Carrion community and temperature influence oviposition preferences of forensically relevant blow flies (Diptera: Calliphoridae)

Monday, November 17, 2014: 11:12 AM
B113-114 (Oregon Convention Center)
Krystal R. Hans , Biological Sciences, University of Windsor, Windsor, ON, Canada
Sherah L. VanLaerhoven , Department of Biology, University of Windsor, Windsor, ON, Canada
Oviposition behaviour can influence population dynamics, particularly in carrion insects. Although females should exhibit behaviours that will maximize the fitness of their offspring, females may display preferences in their oviposition choices.
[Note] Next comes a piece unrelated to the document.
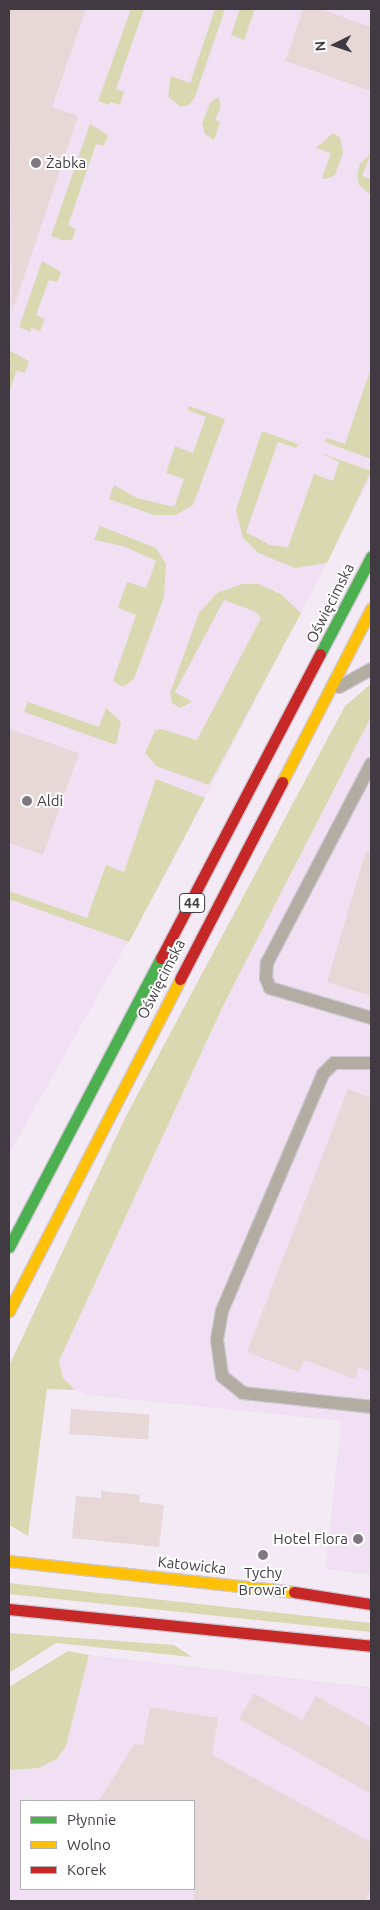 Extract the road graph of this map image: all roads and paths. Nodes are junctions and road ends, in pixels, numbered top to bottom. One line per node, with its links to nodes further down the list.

Oviposition preference can be influenced by abiotic factors, such as temperature and biotic factors, such as the presence of conspecifics or heterospecifics. The aim of this study was to examine the influence of species interactions and temperature on the oviposition behaviour of native blow flies Phormia regina Meigen and Lucilia sericata Meigen (Diptera: Calliphoridae). Oviposition behaviour on pig carcasses was observed under multiple species treatments (pure species and mixed species) as well as constant temperature treatments (15, 20, 25, 30 and 35°C). Cages of 100 females and 50 males for each treatment were provided with fresh liver for 5 days and were then exposed to a pig carcass. Observations were made as to the length of time until oviposition as well as the site selected for oviposition. An analysis of the oviposition data indicates that temperature has a significant effect on oviposition (F=13.82 8,41 p=0.004) and on the length of time until the first oviposition event occurs (F=11.50 14,75 p<0.0001). This study provides important information in community ecology and insect behaviour, but may also be applicable in investigations utilizing forensic entomology in which blow fly behaviour and development data are required to estimate the time since death.